INSTRUCTIONS TO FOLLOW »
The answer must be an exact copy of the records, with every picture removed.

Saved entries
◆ ◆ ◆ ◆ ◆
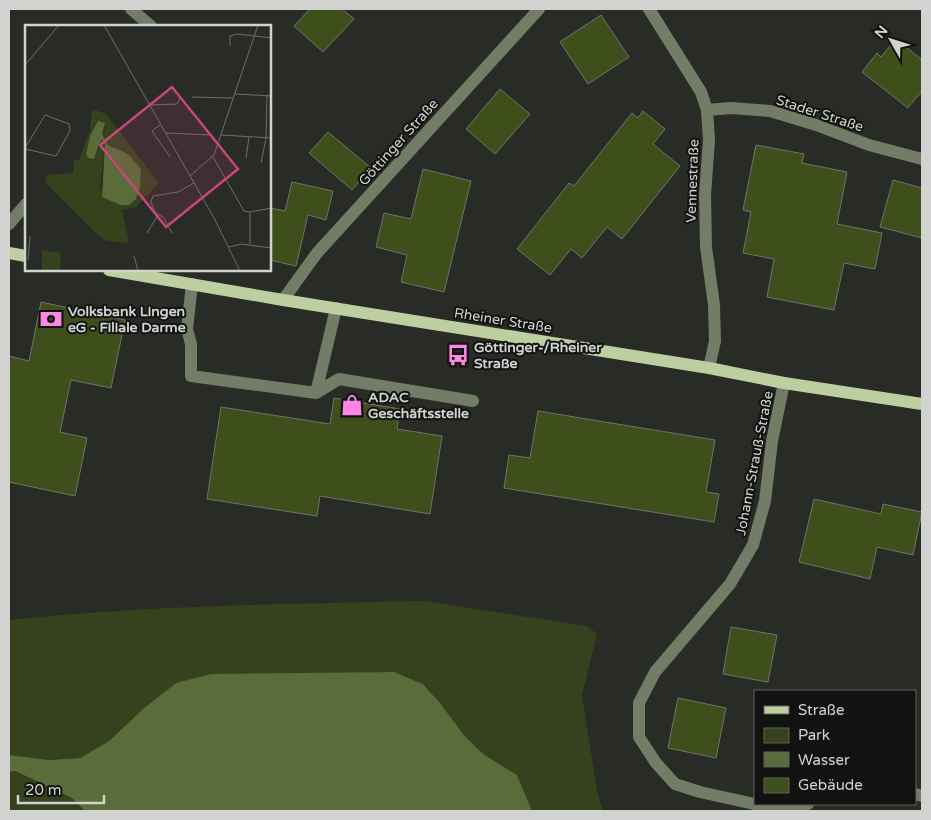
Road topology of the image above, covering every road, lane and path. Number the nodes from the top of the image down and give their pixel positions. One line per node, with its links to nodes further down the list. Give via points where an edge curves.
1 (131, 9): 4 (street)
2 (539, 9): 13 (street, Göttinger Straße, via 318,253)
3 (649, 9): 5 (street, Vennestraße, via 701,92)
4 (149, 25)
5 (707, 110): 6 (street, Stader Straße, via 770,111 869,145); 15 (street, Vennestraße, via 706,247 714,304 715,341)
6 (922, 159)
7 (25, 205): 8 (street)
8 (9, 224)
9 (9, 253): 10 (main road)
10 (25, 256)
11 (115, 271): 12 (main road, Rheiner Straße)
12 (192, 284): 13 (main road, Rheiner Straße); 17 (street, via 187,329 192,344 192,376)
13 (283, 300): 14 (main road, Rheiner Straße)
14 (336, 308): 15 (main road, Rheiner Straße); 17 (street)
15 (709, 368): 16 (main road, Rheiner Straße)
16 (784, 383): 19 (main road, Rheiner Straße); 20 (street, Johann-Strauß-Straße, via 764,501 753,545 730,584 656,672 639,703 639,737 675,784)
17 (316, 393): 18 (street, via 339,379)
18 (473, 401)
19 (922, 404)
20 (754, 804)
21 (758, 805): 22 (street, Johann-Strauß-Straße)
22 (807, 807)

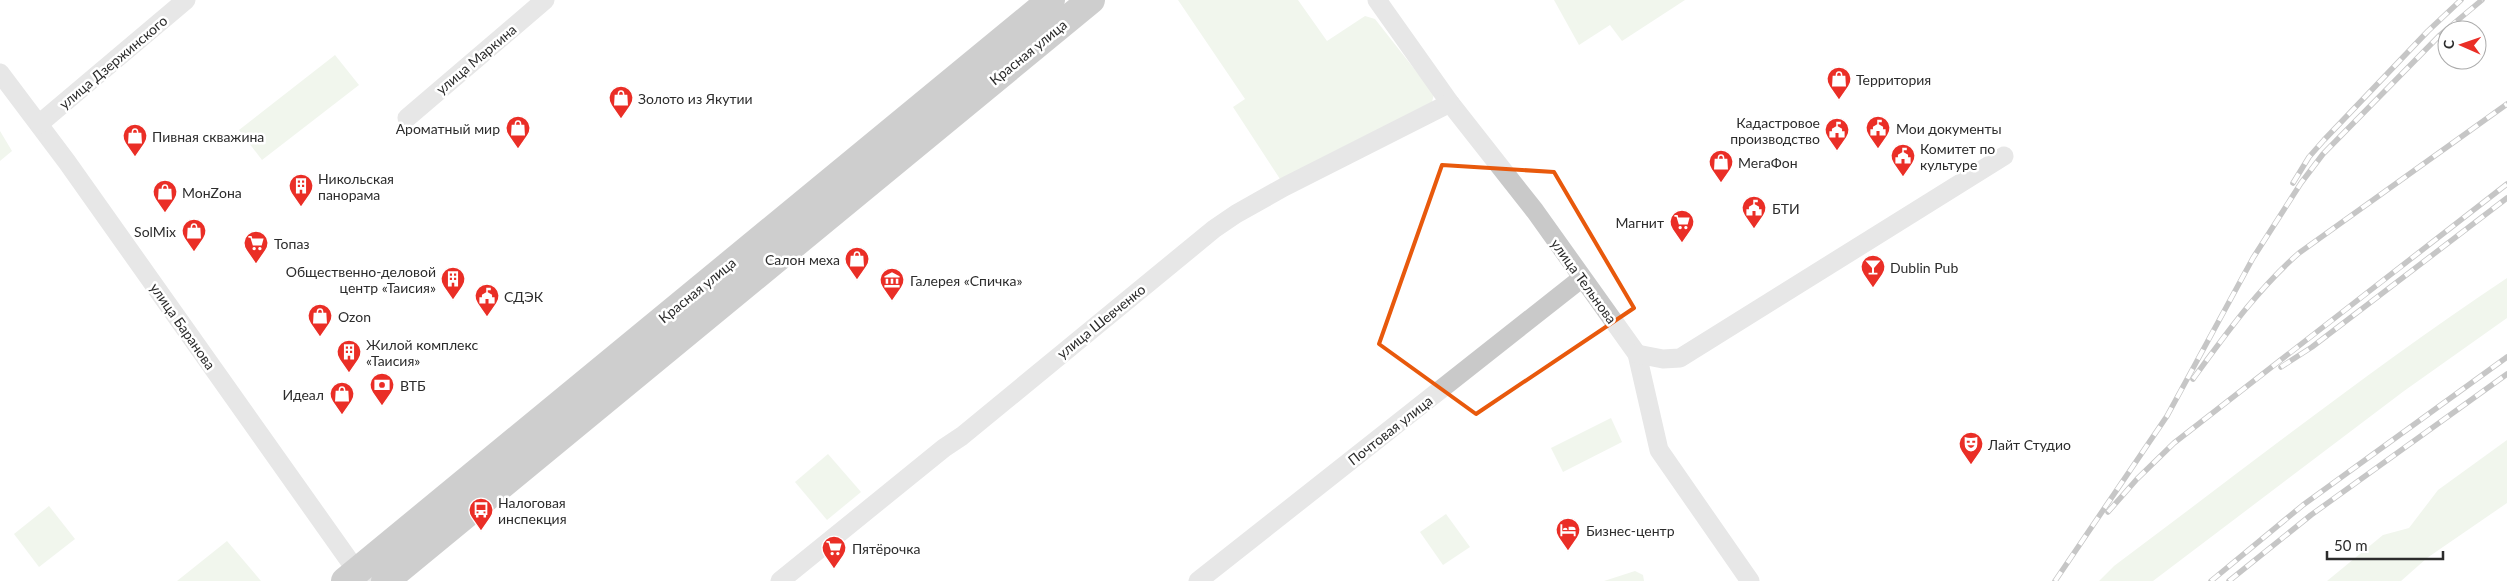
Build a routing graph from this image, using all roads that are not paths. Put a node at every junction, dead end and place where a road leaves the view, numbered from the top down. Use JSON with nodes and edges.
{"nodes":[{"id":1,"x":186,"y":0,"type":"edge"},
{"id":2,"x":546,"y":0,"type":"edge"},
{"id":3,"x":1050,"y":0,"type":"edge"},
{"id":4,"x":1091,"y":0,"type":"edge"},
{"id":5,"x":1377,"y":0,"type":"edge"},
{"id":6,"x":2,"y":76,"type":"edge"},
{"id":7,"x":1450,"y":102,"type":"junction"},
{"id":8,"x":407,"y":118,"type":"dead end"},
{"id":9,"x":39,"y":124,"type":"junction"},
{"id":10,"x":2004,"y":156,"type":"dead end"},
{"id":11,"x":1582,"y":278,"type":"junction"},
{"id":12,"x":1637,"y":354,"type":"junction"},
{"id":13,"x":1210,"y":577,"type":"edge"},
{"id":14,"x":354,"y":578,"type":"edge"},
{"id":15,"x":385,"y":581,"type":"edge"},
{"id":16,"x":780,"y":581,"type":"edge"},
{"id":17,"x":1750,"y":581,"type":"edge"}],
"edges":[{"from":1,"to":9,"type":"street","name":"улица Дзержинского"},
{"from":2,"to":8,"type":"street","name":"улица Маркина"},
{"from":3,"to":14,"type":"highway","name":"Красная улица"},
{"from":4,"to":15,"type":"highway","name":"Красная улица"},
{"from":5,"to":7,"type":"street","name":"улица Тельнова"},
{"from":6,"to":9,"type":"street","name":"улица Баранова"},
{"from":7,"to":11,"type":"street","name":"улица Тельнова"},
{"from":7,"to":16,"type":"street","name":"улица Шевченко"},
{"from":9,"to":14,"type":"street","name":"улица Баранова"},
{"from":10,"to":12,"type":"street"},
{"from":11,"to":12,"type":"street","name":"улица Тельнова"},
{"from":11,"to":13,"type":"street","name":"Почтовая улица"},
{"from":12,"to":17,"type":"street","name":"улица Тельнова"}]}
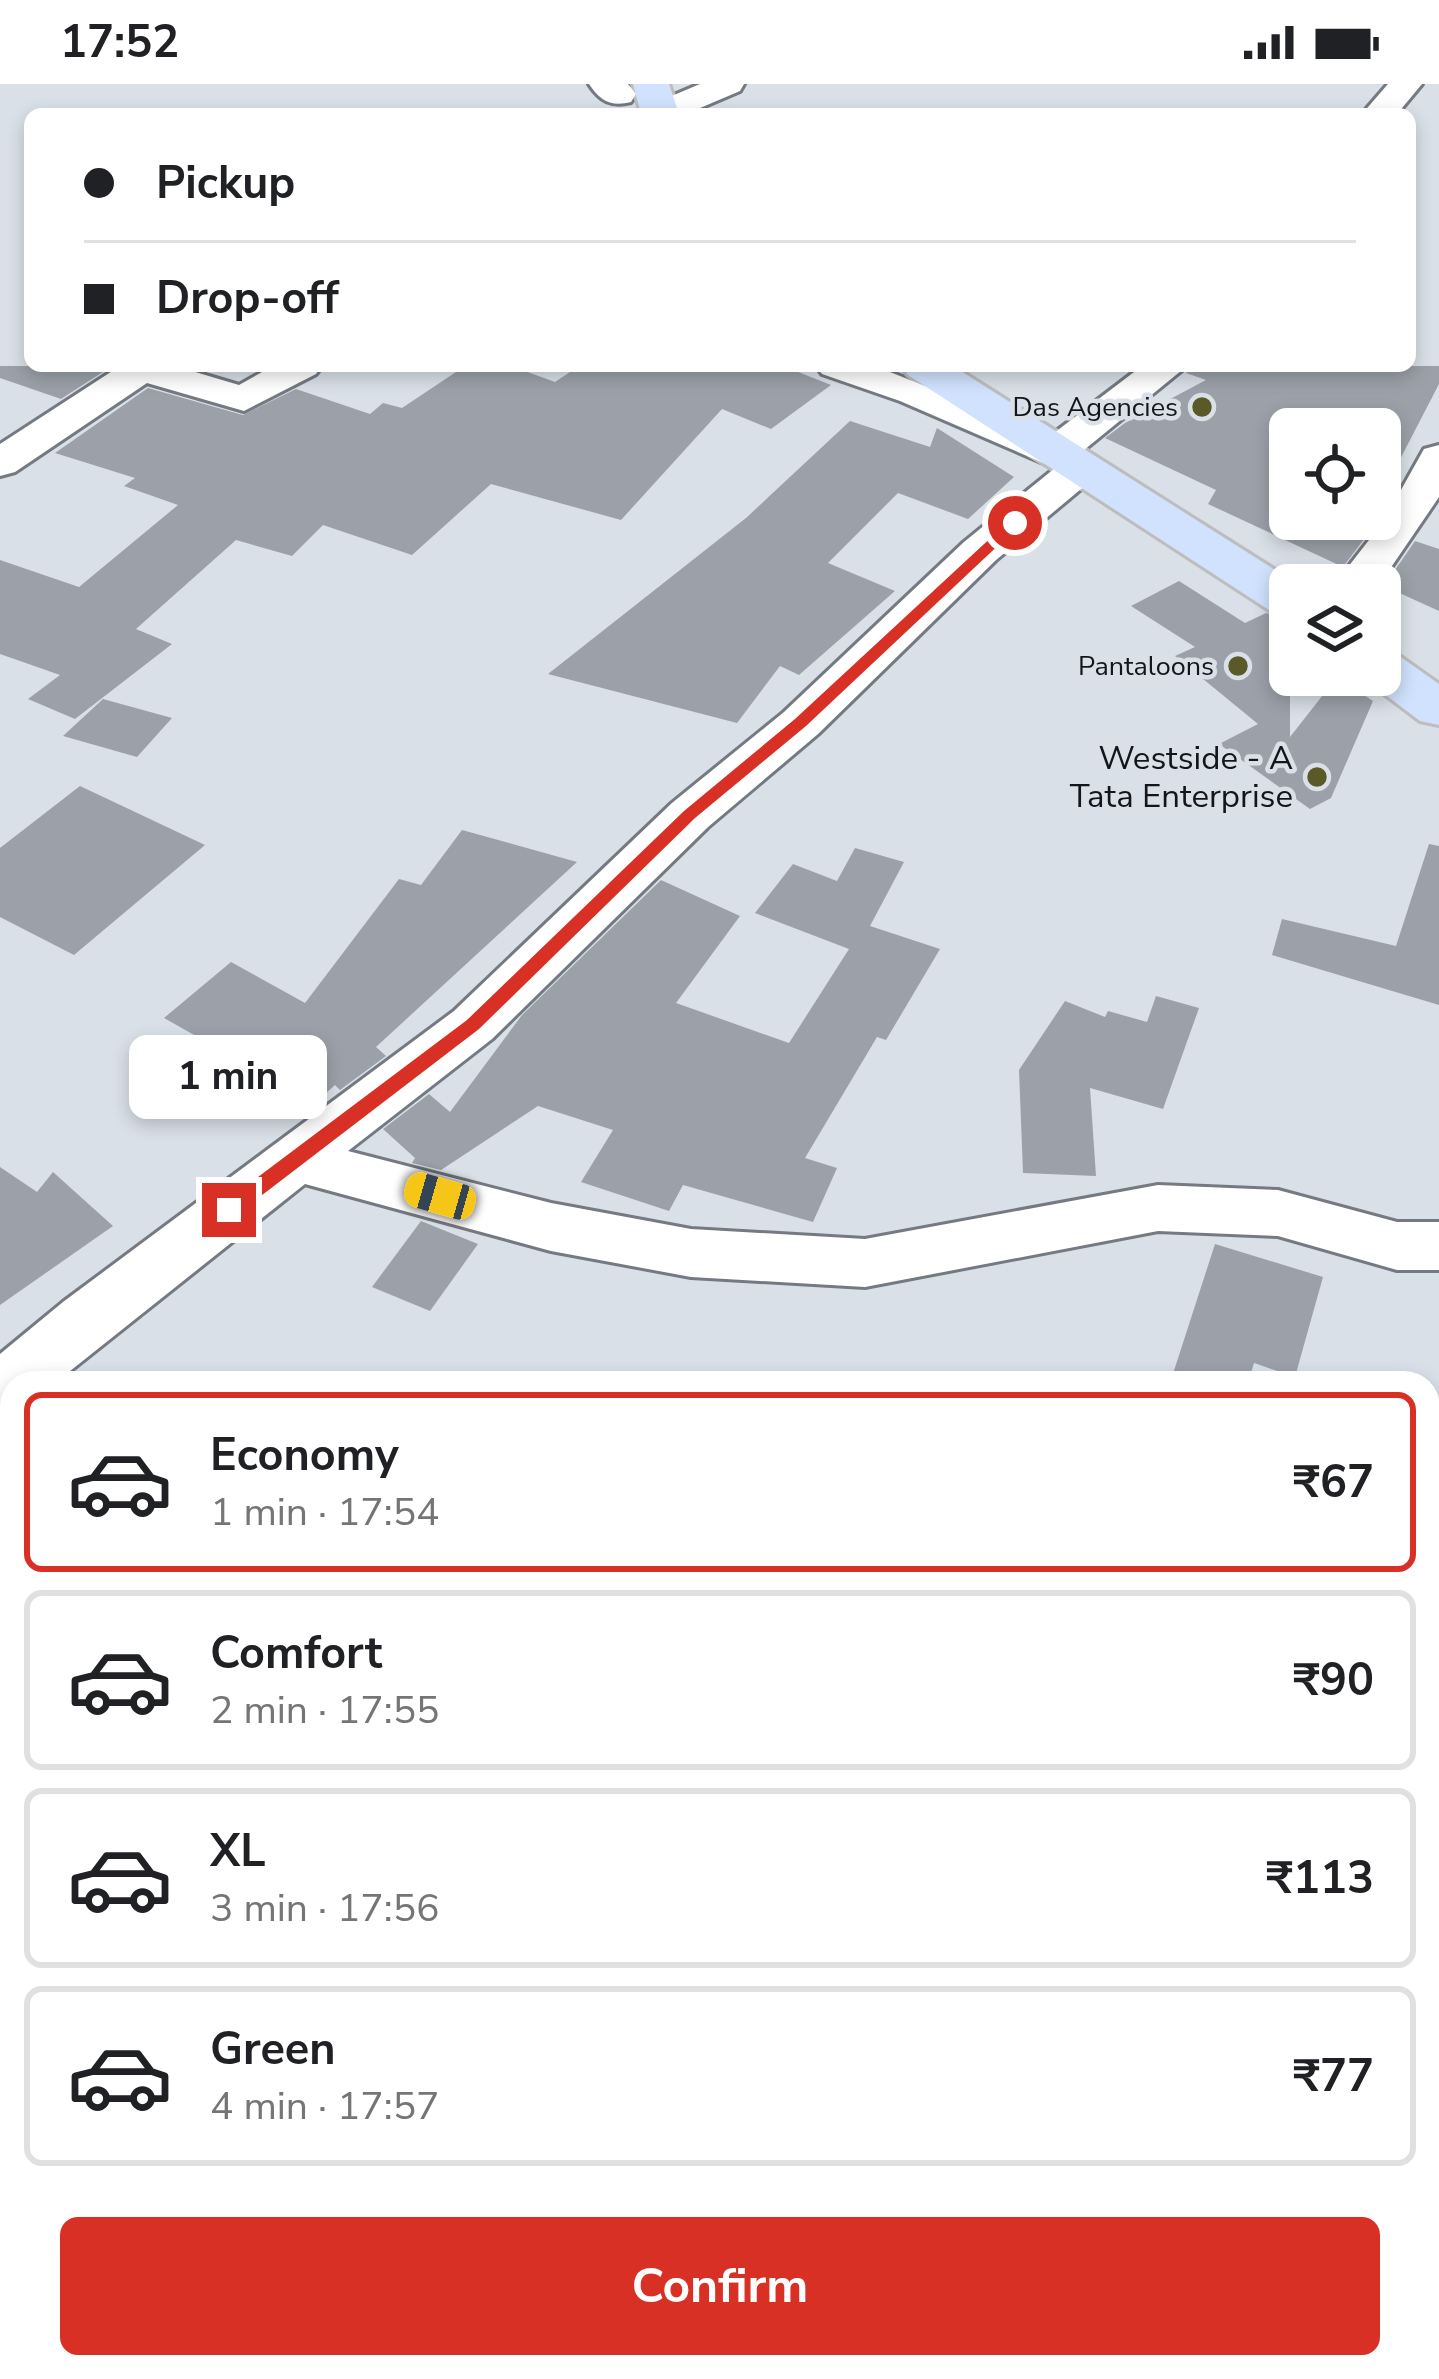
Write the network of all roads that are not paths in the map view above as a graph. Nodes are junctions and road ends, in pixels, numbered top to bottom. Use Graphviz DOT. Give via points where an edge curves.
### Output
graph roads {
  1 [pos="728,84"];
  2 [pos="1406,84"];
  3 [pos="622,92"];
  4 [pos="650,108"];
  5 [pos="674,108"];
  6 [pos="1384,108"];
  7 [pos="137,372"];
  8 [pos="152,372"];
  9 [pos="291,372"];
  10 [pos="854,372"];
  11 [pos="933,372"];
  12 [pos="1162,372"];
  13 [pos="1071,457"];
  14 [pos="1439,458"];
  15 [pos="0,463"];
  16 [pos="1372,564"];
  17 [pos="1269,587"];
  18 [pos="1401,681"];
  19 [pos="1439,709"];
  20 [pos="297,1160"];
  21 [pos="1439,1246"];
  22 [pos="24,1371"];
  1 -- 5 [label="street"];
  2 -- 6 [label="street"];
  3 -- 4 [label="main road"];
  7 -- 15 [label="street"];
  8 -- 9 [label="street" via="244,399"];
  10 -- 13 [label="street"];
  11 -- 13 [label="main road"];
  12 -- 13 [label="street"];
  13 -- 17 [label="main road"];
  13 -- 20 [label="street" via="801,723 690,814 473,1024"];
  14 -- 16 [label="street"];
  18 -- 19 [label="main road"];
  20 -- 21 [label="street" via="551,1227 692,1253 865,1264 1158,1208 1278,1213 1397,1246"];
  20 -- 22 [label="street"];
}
◆ ◆ ◆ ◆ ◆
WRITTEN REPLY »
Road topology of the image above, covering every road, lane and path. Number the nodes from the top of the image down and give their pixel positions. One line per node, with its links to nodes further down the list. Give via points where an edge curves.
1 (131, 9): 4 (street)
2 (539, 9): 13 (street, Göttinger Straße, via 318,253)
3 (649, 9): 5 (street, Vennestraße, via 701,92)
4 (149, 25)
5 (707, 110): 6 (street, Stader Straße, via 770,111 869,145); 15 (street, Vennestraße, via 706,247 714,304 715,341)
6 (922, 159)
7 (25, 205): 8 (street)
8 (9, 224)
9 (9, 253): 10 (main road)
10 (25, 256)
11 (115, 271): 12 (main road, Rheiner Straße)
12 (192, 284): 13 (main road, Rheiner Straße); 17 (street, via 187,329 192,344 192,376)
13 (283, 300): 14 (main road, Rheiner Straße)
14 (336, 308): 15 (main road, Rheiner Straße); 17 (street)
15 (709, 368): 16 (main road, Rheiner Straße)
16 (784, 383): 19 (main road, Rheiner Straße); 20 (street, Johann-Strauß-Straße, via 764,501 753,545 730,584 656,672 639,703 639,737 675,784)
17 (316, 393): 18 (street, via 339,379)
18 (473, 401)
19 (922, 404)
20 (754, 804)
21 (758, 805): 22 (street, Johann-Strauß-Straße)
22 (807, 807)

Build a routing graph from this image, using all roads that are not paths. Put a node at every junction, dead end and place where a road leaves the view, numbered from the top down. Use JSON with nodes and edges.
{"nodes":[{"id":1,"x":186,"y":0,"type":"edge"},
{"id":2,"x":546,"y":0,"type":"edge"},
{"id":3,"x":1050,"y":0,"type":"edge"},
{"id":4,"x":1091,"y":0,"type":"edge"},
{"id":5,"x":1377,"y":0,"type":"edge"},
{"id":6,"x":2,"y":76,"type":"edge"},
{"id":7,"x":1450,"y":102,"type":"junction"},
{"id":8,"x":407,"y":118,"type":"dead end"},
{"id":9,"x":39,"y":124,"type":"junction"},
{"id":10,"x":2004,"y":156,"type":"dead end"},
{"id":11,"x":1582,"y":278,"type":"junction"},
{"id":12,"x":1637,"y":354,"type":"junction"},
{"id":13,"x":1210,"y":577,"type":"edge"},
{"id":14,"x":354,"y":578,"type":"edge"},
{"id":15,"x":385,"y":581,"type":"edge"},
{"id":16,"x":780,"y":581,"type":"edge"},
{"id":17,"x":1750,"y":581,"type":"edge"}],
"edges":[{"from":1,"to":9,"type":"street","name":"улица Дзержинского"},
{"from":2,"to":8,"type":"street","name":"улица Маркина"},
{"from":3,"to":14,"type":"highway","name":"Красная улица"},
{"from":4,"to":15,"type":"highway","name":"Красная улица"},
{"from":5,"to":7,"type":"street","name":"улица Тельнова"},
{"from":6,"to":9,"type":"street","name":"улица Баранова"},
{"from":7,"to":11,"type":"street","name":"улица Тельнова"},
{"from":7,"to":16,"type":"street","name":"улица Шевченко"},
{"from":9,"to":14,"type":"street","name":"улица Баранова"},
{"from":10,"to":12,"type":"street"},
{"from":11,"to":12,"type":"street","name":"улица Тельнова"},
{"from":11,"to":13,"type":"street","name":"Почтовая улица"},
{"from":12,"to":17,"type":"street","name":"улица Тельнова"}]}
Write the network of all roads that are not paths in the map view above as a graph. Nodes are junctions and road ends, in pixels, numbered top to bottom. Use Graphviz DOT. Give via points where an edge curves.
### Output
graph roads {
  1 [pos="728,84"];
  2 [pos="1406,84"];
  3 [pos="622,92"];
  4 [pos="650,108"];
  5 [pos="674,108"];
  6 [pos="1384,108"];
  7 [pos="137,372"];
  8 [pos="152,372"];
  9 [pos="291,372"];
  10 [pos="854,372"];
  11 [pos="933,372"];
  12 [pos="1162,372"];
  13 [pos="1071,457"];
  14 [pos="1439,458"];
  15 [pos="0,463"];
  16 [pos="1372,564"];
  17 [pos="1269,587"];
  18 [pos="1401,681"];
  19 [pos="1439,709"];
  20 [pos="297,1160"];
  21 [pos="1439,1246"];
  22 [pos="24,1371"];
  1 -- 5 [label="street"];
  2 -- 6 [label="street"];
  3 -- 4 [label="main road"];
  7 -- 15 [label="street"];
  8 -- 9 [label="street" via="244,399"];
  10 -- 13 [label="street"];
  11 -- 13 [label="main road"];
  12 -- 13 [label="street"];
  13 -- 17 [label="main road"];
  13 -- 20 [label="street" via="801,723 690,814 473,1024"];
  14 -- 16 [label="street"];
  18 -- 19 [label="main road"];
  20 -- 21 [label="street" via="551,1227 692,1253 865,1264 1158,1208 1278,1213 1397,1246"];
  20 -- 22 [label="street"];
}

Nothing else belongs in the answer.